WORK REQUEST: Only an exact reprint of all the data is acceptable.

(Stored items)
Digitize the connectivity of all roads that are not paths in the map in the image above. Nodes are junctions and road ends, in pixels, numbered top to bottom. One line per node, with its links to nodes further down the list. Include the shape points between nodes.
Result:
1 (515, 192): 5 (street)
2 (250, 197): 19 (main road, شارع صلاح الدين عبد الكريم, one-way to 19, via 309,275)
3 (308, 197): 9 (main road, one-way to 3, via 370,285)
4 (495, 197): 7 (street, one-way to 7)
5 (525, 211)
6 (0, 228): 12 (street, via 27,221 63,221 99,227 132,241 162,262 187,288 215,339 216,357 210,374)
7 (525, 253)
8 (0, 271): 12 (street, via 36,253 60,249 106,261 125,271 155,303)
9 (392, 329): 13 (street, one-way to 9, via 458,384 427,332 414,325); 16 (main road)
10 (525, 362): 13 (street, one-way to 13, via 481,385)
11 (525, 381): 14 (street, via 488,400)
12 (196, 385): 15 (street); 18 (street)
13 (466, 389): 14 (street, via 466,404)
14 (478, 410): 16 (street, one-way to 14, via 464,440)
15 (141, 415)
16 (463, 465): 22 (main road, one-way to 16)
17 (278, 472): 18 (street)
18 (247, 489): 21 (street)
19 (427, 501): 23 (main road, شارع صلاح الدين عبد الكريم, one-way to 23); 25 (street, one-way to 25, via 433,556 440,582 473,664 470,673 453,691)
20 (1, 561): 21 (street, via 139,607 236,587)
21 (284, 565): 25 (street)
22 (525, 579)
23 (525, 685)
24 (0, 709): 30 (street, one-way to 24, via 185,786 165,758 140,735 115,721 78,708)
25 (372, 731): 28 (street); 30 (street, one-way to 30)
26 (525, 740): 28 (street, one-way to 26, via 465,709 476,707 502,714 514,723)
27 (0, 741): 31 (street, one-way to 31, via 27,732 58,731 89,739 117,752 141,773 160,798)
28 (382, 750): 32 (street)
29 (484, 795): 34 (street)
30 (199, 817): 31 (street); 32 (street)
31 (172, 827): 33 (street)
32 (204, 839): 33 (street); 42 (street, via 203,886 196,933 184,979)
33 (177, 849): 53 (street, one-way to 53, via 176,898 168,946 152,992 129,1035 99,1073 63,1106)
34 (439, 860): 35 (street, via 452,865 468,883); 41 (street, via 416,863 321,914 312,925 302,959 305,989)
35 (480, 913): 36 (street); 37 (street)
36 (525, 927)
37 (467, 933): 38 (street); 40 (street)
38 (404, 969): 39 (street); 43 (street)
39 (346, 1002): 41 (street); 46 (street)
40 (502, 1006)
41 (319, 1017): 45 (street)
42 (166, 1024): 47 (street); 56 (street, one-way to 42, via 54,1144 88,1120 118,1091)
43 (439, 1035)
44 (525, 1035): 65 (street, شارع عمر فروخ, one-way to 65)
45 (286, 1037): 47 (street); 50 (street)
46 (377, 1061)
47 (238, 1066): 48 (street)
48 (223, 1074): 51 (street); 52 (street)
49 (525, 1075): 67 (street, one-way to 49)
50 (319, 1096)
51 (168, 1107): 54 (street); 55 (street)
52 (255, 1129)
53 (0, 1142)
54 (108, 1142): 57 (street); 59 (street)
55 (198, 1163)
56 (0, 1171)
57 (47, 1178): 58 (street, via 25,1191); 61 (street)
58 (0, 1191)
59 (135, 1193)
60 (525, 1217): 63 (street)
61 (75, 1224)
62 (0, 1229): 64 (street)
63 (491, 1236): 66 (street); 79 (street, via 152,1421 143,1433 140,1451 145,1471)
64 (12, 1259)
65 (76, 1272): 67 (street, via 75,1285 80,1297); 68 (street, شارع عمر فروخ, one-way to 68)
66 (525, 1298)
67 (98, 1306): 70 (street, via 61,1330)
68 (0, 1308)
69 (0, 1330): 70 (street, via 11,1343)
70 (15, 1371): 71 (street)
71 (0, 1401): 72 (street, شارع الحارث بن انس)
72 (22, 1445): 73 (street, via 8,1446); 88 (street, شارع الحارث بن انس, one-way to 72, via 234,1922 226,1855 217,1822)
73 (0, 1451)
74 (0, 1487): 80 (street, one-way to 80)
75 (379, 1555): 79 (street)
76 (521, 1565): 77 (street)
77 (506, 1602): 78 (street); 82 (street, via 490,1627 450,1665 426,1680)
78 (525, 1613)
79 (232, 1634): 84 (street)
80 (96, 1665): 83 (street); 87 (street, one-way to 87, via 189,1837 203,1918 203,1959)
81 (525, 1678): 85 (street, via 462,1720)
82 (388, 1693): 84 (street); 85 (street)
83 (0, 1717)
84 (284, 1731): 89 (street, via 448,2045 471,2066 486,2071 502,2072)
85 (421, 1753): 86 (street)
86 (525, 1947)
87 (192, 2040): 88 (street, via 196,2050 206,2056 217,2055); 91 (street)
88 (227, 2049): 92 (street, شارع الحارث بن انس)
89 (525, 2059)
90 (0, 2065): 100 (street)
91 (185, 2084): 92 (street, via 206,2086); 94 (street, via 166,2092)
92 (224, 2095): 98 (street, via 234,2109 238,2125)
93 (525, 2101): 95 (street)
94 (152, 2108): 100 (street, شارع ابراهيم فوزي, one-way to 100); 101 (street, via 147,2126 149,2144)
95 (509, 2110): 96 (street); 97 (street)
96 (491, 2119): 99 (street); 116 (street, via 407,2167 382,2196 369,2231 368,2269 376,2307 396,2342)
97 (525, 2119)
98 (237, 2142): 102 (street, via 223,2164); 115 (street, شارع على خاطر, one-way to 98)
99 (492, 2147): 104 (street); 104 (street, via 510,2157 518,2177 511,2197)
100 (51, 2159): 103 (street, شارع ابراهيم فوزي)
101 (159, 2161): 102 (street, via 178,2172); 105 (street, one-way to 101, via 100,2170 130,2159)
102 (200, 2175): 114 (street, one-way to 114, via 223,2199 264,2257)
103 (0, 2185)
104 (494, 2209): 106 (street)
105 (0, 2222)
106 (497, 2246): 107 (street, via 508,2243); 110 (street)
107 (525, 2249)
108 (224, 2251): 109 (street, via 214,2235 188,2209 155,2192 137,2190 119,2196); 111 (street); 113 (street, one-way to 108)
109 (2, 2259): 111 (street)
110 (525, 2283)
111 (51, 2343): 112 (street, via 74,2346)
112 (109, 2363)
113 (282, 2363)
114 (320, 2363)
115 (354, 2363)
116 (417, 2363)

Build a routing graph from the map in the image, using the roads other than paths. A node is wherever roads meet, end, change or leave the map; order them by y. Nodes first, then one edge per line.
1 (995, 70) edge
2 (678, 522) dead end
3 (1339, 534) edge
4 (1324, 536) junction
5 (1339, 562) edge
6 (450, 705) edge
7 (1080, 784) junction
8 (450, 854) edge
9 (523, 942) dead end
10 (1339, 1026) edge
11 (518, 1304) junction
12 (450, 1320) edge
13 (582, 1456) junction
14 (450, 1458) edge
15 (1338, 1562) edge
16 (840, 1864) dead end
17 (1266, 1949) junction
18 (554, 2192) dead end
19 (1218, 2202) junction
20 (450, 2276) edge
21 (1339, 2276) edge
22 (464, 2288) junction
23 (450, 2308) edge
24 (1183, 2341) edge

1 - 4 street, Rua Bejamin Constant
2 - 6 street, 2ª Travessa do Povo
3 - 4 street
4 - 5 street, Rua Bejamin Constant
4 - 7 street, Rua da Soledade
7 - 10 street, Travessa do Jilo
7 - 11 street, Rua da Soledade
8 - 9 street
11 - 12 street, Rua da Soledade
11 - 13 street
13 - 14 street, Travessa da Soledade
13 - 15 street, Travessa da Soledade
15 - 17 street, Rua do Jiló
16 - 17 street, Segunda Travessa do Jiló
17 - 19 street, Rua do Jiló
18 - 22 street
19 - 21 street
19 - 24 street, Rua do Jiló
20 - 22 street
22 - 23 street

WRITTEN SOLUTION:
Digitize the connectivity of all roads that are not paths in the map in the image above. Nodes are junctions and road ends, in pixels, numbered top to bottom. One line per node, with its links to nodes further down the list. Include the shape points between nodes.
Result:
1 (515, 192): 5 (street)
2 (250, 197): 19 (main road, شارع صلاح الدين عبد الكريم, one-way to 19, via 309,275)
3 (308, 197): 9 (main road, one-way to 3, via 370,285)
4 (495, 197): 7 (street, one-way to 7)
5 (525, 211)
6 (0, 228): 12 (street, via 27,221 63,221 99,227 132,241 162,262 187,288 215,339 216,357 210,374)
7 (525, 253)
8 (0, 271): 12 (street, via 36,253 60,249 106,261 125,271 155,303)
9 (392, 329): 13 (street, one-way to 9, via 458,384 427,332 414,325); 16 (main road)
10 (525, 362): 13 (street, one-way to 13, via 481,385)
11 (525, 381): 14 (street, via 488,400)
12 (196, 385): 15 (street); 18 (street)
13 (466, 389): 14 (street, via 466,404)
14 (478, 410): 16 (street, one-way to 14, via 464,440)
15 (141, 415)
16 (463, 465): 22 (main road, one-way to 16)
17 (278, 472): 18 (street)
18 (247, 489): 21 (street)
19 (427, 501): 23 (main road, شارع صلاح الدين عبد الكريم, one-way to 23); 25 (street, one-way to 25, via 433,556 440,582 473,664 470,673 453,691)
20 (1, 561): 21 (street, via 139,607 236,587)
21 (284, 565): 25 (street)
22 (525, 579)
23 (525, 685)
24 (0, 709): 30 (street, one-way to 24, via 185,786 165,758 140,735 115,721 78,708)
25 (372, 731): 28 (street); 30 (street, one-way to 30)
26 (525, 740): 28 (street, one-way to 26, via 465,709 476,707 502,714 514,723)
27 (0, 741): 31 (street, one-way to 31, via 27,732 58,731 89,739 117,752 141,773 160,798)
28 (382, 750): 32 (street)
29 (484, 795): 34 (street)
30 (199, 817): 31 (street); 32 (street)
31 (172, 827): 33 (street)
32 (204, 839): 33 (street); 42 (street, via 203,886 196,933 184,979)
33 (177, 849): 53 (street, one-way to 53, via 176,898 168,946 152,992 129,1035 99,1073 63,1106)
34 (439, 860): 35 (street, via 452,865 468,883); 41 (street, via 416,863 321,914 312,925 302,959 305,989)
35 (480, 913): 36 (street); 37 (street)
36 (525, 927)
37 (467, 933): 38 (street); 40 (street)
38 (404, 969): 39 (street); 43 (street)
39 (346, 1002): 41 (street); 46 (street)
40 (502, 1006)
41 (319, 1017): 45 (street)
42 (166, 1024): 47 (street); 56 (street, one-way to 42, via 54,1144 88,1120 118,1091)
43 (439, 1035)
44 (525, 1035): 65 (street, شارع عمر فروخ, one-way to 65)
45 (286, 1037): 47 (street); 50 (street)
46 (377, 1061)
47 (238, 1066): 48 (street)
48 (223, 1074): 51 (street); 52 (street)
49 (525, 1075): 67 (street, one-way to 49)
50 (319, 1096)
51 (168, 1107): 54 (street); 55 (street)
52 (255, 1129)
53 (0, 1142)
54 (108, 1142): 57 (street); 59 (street)
55 (198, 1163)
56 (0, 1171)
57 (47, 1178): 58 (street, via 25,1191); 61 (street)
58 (0, 1191)
59 (135, 1193)
60 (525, 1217): 63 (street)
61 (75, 1224)
62 (0, 1229): 64 (street)
63 (491, 1236): 66 (street); 79 (street, via 152,1421 143,1433 140,1451 145,1471)
64 (12, 1259)
65 (76, 1272): 67 (street, via 75,1285 80,1297); 68 (street, شارع عمر فروخ, one-way to 68)
66 (525, 1298)
67 (98, 1306): 70 (street, via 61,1330)
68 (0, 1308)
69 (0, 1330): 70 (street, via 11,1343)
70 (15, 1371): 71 (street)
71 (0, 1401): 72 (street, شارع الحارث بن انس)
72 (22, 1445): 73 (street, via 8,1446); 88 (street, شارع الحارث بن انس, one-way to 72, via 234,1922 226,1855 217,1822)
73 (0, 1451)
74 (0, 1487): 80 (street, one-way to 80)
75 (379, 1555): 79 (street)
76 (521, 1565): 77 (street)
77 (506, 1602): 78 (street); 82 (street, via 490,1627 450,1665 426,1680)
78 (525, 1613)
79 (232, 1634): 84 (street)
80 (96, 1665): 83 (street); 87 (street, one-way to 87, via 189,1837 203,1918 203,1959)
81 (525, 1678): 85 (street, via 462,1720)
82 (388, 1693): 84 (street); 85 (street)
83 (0, 1717)
84 (284, 1731): 89 (street, via 448,2045 471,2066 486,2071 502,2072)
85 (421, 1753): 86 (street)
86 (525, 1947)
87 (192, 2040): 88 (street, via 196,2050 206,2056 217,2055); 91 (street)
88 (227, 2049): 92 (street, شارع الحارث بن انس)
89 (525, 2059)
90 (0, 2065): 100 (street)
91 (185, 2084): 92 (street, via 206,2086); 94 (street, via 166,2092)
92 (224, 2095): 98 (street, via 234,2109 238,2125)
93 (525, 2101): 95 (street)
94 (152, 2108): 100 (street, شارع ابراهيم فوزي, one-way to 100); 101 (street, via 147,2126 149,2144)
95 (509, 2110): 96 (street); 97 (street)
96 (491, 2119): 99 (street); 116 (street, via 407,2167 382,2196 369,2231 368,2269 376,2307 396,2342)
97 (525, 2119)
98 (237, 2142): 102 (street, via 223,2164); 115 (street, شارع على خاطر, one-way to 98)
99 (492, 2147): 104 (street); 104 (street, via 510,2157 518,2177 511,2197)
100 (51, 2159): 103 (street, شارع ابراهيم فوزي)
101 (159, 2161): 102 (street, via 178,2172); 105 (street, one-way to 101, via 100,2170 130,2159)
102 (200, 2175): 114 (street, one-way to 114, via 223,2199 264,2257)
103 (0, 2185)
104 (494, 2209): 106 (street)
105 (0, 2222)
106 (497, 2246): 107 (street, via 508,2243); 110 (street)
107 (525, 2249)
108 (224, 2251): 109 (street, via 214,2235 188,2209 155,2192 137,2190 119,2196); 111 (street); 113 (street, one-way to 108)
109 (2, 2259): 111 (street)
110 (525, 2283)
111 (51, 2343): 112 (street, via 74,2346)
112 (109, 2363)
113 (282, 2363)
114 (320, 2363)
115 (354, 2363)
116 (417, 2363)

Build a routing graph from the map in the image, using the roads other than paths. A node is wherever roads meet, end, change or leave the map; order them by y. Nodes first, then one edge per line.
1 (995, 70) edge
2 (678, 522) dead end
3 (1339, 534) edge
4 (1324, 536) junction
5 (1339, 562) edge
6 (450, 705) edge
7 (1080, 784) junction
8 (450, 854) edge
9 (523, 942) dead end
10 (1339, 1026) edge
11 (518, 1304) junction
12 (450, 1320) edge
13 (582, 1456) junction
14 (450, 1458) edge
15 (1338, 1562) edge
16 (840, 1864) dead end
17 (1266, 1949) junction
18 (554, 2192) dead end
19 (1218, 2202) junction
20 (450, 2276) edge
21 (1339, 2276) edge
22 (464, 2288) junction
23 (450, 2308) edge
24 (1183, 2341) edge

1 - 4 street, Rua Bejamin Constant
2 - 6 street, 2ª Travessa do Povo
3 - 4 street
4 - 5 street, Rua Bejamin Constant
4 - 7 street, Rua da Soledade
7 - 10 street, Travessa do Jilo
7 - 11 street, Rua da Soledade
8 - 9 street
11 - 12 street, Rua da Soledade
11 - 13 street
13 - 14 street, Travessa da Soledade
13 - 15 street, Travessa da Soledade
15 - 17 street, Rua do Jiló
16 - 17 street, Segunda Travessa do Jiló
17 - 19 street, Rua do Jiló
18 - 22 street
19 - 21 street
19 - 24 street, Rua do Jiló
20 - 22 street
22 - 23 street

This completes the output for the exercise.